Hacker News new | ask | show | jobs
by ohyes 5515 days ago
A list structure is already a 'dictionary tree', except it has lousy performance in access. (only really visible on large data sets).

* (second (assoc 5 '((1 2) (3 4) (5 6))))

> 6

The lousy performance doesn't matter, most of the time, because you have other data-structures for data, and your compiler generally is only interested in sequential access (constructing a parse tree out of it). The lisp code already being a tree makes parsing fairly simple...

So, I guess my point is that I don't see the point of this?

The only reason to really upgrade to a dictionary would be if you wanted to have non-sequential access to the contents of of your large-scale code-data-structure... generally the lists aren't large enough to merit it. You can do all of the dictionary operations on a list, and they are 'fast enough'. ----

I feel like the rationale here is created by conflating the idea of a cons and a list. I think generally, a list already accomplishes what the author sets out to accomplish.

They are a single step higher level than conses, and give you a hierarchical structure with the possibility for named associations.

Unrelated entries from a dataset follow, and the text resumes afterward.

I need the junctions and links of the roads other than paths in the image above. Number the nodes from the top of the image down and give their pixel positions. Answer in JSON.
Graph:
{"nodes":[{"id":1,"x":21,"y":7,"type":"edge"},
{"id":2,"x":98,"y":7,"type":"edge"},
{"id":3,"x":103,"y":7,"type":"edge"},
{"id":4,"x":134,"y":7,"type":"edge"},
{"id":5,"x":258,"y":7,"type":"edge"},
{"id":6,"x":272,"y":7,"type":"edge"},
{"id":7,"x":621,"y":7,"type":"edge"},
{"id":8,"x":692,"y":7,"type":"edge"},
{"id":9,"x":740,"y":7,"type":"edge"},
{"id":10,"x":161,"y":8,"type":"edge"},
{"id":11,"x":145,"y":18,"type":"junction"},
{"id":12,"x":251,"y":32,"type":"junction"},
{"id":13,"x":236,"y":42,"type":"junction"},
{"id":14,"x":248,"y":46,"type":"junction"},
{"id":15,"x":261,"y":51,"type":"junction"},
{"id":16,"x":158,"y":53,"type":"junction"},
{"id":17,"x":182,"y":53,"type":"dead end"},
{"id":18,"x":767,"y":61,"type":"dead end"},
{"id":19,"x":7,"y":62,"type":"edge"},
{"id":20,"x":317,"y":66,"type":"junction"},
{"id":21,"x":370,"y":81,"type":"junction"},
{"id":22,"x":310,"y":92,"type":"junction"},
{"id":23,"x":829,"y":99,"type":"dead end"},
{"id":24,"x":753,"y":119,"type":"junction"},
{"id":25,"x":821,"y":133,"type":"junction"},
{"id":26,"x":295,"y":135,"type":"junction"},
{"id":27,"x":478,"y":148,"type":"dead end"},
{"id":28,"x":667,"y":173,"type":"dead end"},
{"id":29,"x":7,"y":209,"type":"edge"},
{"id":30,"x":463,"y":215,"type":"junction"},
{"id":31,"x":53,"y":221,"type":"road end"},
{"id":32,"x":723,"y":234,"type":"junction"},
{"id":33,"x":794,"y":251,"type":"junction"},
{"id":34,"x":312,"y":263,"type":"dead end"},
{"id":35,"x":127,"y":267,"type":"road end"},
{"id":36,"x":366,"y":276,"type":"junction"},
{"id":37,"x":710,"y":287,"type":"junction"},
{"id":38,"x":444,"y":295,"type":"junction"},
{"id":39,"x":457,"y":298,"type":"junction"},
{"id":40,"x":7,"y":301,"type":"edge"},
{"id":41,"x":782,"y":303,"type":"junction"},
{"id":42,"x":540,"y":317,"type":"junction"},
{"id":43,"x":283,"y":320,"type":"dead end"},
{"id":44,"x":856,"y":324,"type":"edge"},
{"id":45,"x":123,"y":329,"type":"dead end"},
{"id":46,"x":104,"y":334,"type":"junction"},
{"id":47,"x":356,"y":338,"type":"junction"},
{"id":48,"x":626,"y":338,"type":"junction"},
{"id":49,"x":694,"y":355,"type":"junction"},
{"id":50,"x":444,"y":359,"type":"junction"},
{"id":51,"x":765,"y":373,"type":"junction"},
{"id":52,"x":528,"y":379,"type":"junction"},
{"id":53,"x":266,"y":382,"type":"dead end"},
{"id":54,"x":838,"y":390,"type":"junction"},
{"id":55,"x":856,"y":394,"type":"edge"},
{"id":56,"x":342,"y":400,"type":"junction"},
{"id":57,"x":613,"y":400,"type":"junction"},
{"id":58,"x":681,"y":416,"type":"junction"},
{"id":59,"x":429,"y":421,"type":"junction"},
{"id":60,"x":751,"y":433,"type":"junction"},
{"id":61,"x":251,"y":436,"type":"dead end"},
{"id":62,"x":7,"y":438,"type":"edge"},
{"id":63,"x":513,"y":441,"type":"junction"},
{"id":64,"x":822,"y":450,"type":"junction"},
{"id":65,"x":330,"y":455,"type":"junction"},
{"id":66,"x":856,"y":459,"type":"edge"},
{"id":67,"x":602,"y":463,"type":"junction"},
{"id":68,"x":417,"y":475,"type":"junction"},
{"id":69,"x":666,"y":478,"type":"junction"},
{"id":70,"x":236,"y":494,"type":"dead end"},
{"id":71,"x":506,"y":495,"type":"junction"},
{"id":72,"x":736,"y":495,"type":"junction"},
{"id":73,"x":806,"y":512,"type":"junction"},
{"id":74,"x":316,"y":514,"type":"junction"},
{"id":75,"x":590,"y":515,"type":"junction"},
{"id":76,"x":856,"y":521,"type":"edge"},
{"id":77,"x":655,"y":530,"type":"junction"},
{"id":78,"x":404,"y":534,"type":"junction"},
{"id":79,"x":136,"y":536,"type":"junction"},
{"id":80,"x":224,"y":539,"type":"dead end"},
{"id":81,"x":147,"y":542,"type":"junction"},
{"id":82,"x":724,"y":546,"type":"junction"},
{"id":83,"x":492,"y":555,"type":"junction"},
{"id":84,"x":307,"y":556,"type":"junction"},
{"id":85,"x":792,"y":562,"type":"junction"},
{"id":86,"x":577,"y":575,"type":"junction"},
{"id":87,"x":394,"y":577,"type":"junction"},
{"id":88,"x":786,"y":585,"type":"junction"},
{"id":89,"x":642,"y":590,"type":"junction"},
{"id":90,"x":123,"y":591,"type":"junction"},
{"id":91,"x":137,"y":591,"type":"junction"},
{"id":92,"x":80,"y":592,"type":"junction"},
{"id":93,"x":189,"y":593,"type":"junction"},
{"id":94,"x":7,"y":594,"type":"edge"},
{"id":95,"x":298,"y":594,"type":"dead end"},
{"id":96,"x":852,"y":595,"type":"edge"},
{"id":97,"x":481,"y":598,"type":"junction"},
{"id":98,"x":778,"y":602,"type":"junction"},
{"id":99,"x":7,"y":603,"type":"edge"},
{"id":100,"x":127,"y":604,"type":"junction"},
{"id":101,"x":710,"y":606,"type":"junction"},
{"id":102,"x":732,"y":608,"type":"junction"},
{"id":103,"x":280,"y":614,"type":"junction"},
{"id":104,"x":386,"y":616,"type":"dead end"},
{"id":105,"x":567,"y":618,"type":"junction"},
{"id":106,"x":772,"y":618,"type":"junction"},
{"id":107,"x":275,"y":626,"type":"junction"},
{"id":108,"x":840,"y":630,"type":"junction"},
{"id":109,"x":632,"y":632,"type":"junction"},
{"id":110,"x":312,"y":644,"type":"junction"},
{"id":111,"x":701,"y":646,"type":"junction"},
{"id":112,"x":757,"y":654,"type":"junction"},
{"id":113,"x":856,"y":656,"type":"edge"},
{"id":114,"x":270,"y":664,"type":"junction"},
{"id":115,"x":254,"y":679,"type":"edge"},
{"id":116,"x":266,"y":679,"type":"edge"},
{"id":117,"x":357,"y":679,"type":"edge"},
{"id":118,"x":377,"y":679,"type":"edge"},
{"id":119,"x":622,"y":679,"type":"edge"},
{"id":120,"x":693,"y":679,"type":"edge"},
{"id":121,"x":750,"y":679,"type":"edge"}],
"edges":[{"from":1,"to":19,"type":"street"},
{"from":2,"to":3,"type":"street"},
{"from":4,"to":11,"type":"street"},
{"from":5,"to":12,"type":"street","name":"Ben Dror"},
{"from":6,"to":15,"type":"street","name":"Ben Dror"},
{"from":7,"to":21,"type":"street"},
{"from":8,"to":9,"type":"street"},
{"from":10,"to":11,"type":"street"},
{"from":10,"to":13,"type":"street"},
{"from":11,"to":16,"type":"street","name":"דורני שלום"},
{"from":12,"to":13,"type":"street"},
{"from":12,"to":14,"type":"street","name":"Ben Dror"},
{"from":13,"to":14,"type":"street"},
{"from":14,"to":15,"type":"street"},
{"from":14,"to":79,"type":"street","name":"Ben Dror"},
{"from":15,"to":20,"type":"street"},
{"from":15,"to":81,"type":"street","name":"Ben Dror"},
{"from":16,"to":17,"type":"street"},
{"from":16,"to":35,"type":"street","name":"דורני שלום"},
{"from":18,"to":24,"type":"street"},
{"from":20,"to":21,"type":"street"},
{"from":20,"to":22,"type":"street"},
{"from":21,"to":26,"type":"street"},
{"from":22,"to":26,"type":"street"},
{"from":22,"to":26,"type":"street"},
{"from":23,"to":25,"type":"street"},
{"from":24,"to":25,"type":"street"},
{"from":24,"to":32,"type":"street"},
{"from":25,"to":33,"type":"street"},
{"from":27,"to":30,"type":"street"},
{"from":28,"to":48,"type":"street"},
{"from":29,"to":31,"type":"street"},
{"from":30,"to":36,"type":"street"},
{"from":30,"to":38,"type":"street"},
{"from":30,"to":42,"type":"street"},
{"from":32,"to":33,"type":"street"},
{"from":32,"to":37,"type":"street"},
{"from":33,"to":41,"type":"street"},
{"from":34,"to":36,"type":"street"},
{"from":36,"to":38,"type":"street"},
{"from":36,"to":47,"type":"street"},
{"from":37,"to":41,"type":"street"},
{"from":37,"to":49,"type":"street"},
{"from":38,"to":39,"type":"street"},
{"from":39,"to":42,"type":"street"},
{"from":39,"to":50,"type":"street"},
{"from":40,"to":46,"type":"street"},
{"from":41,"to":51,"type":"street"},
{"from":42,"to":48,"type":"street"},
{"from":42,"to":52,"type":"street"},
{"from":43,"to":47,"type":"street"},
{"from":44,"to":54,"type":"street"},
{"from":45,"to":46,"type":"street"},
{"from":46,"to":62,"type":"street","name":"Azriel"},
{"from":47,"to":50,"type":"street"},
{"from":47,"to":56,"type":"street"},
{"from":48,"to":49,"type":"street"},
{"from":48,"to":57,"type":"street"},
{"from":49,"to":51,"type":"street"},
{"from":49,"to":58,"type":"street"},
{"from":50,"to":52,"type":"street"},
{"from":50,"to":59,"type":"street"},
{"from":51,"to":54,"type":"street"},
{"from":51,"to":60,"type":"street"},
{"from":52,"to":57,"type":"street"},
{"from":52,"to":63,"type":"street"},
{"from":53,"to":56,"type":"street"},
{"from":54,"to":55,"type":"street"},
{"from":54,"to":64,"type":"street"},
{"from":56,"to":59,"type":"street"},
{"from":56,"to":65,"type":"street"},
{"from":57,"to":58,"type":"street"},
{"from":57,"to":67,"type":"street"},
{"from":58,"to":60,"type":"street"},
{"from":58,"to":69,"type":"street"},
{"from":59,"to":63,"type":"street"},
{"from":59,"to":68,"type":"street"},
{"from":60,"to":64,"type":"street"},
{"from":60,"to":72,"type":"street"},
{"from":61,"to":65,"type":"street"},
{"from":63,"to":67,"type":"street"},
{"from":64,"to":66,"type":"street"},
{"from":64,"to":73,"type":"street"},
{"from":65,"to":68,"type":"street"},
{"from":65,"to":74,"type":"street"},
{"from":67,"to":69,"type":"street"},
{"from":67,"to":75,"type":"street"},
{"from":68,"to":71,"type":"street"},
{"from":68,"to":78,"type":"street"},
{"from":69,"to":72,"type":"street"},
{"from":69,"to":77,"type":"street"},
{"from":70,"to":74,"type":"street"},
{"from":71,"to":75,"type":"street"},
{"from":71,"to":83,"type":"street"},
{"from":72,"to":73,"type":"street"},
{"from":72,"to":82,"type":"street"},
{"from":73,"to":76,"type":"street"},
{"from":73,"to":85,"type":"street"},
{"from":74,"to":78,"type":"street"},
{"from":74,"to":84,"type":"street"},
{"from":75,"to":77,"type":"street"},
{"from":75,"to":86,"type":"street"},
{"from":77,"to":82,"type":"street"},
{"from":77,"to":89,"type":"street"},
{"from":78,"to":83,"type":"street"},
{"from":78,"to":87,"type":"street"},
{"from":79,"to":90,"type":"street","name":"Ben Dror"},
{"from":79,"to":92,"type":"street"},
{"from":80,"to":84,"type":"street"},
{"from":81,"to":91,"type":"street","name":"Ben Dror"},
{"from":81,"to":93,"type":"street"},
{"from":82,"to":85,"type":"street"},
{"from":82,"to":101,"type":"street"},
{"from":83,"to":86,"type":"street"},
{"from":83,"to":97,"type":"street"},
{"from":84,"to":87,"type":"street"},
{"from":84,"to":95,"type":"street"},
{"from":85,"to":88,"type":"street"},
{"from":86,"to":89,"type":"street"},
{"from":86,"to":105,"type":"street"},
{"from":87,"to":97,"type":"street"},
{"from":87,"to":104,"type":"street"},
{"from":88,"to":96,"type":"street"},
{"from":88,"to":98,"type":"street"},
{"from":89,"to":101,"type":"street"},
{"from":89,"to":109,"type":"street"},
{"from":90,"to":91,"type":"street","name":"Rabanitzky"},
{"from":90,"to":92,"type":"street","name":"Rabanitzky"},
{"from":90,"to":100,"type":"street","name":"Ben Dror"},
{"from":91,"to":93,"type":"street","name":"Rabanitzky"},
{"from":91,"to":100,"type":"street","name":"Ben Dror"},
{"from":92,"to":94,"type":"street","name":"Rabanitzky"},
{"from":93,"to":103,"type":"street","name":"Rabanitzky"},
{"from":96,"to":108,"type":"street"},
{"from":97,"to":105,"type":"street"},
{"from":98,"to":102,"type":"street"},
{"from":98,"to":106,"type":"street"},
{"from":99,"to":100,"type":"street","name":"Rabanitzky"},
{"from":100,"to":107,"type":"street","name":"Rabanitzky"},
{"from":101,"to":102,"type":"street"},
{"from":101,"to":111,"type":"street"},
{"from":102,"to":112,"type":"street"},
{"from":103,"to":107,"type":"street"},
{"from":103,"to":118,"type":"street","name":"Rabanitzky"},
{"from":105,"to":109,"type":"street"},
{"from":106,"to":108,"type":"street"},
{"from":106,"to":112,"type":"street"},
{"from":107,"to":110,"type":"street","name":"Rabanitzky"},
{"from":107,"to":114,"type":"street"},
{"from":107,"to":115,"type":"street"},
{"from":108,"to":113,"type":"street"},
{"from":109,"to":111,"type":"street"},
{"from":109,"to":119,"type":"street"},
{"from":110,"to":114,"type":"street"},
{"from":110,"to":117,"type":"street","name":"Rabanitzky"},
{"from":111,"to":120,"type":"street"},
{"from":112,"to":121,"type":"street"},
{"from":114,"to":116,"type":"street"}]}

I don't really see how using something more complicated and memory intensive to build this basic data structure qualifies as an improvement...

2 comments

> The lousy performance doesn't matter, most of the time, because you have other data-structures for data, and your compiler generally is only interested in sequential access ...

Exactly. Much of the time you don't care. The rest of the time, you can still use assoc-lists, except you create a branching structure on the keys such that no key in the list is a prefix of any other. The first entry of a node contains the value "at" that node, and the tail of the node is a list of branches, where each branch is a pair consisting of a string key and a child node.

The "get" and "put" functions in this structure are very simple recursive functions, and you can maintain very large dictionaries ("maps") this way. The get and put operations are essentially O(1), constant time, if you ignore the sheer length of the keys (which are usually reasonably short anyway). I've done tests where I insert hundreds of thousands of pseudo-random keys and values, and read them back, all very quickly and reliably. The code splits the keys into branching structures automatically. It's also a purely functional structure, so you can keep old versions of the maps.

The value at each node can be anything you like, not just a string, though to detect the absence of a value you need to use a "Maybe" type. In Fexl you can define constructors:

  \absent  = (       \absent\present absent)
  \present = (\value \absent\present present value)
So then the default value of a newly created branch is always absent, but a "put" operation replaces it with (present value). When you delete a key, it automatically detects if the node is empty (i.e. its value is absent and it has no branches) and then eliminates the node from its parent.

You also detect singleton nodes, which have an absent value and only one branch. In that case you can concatenate the key of that branch with the parent key upstairs, eliminating the extra branch.

Exactly. Rose by any name smells just as good.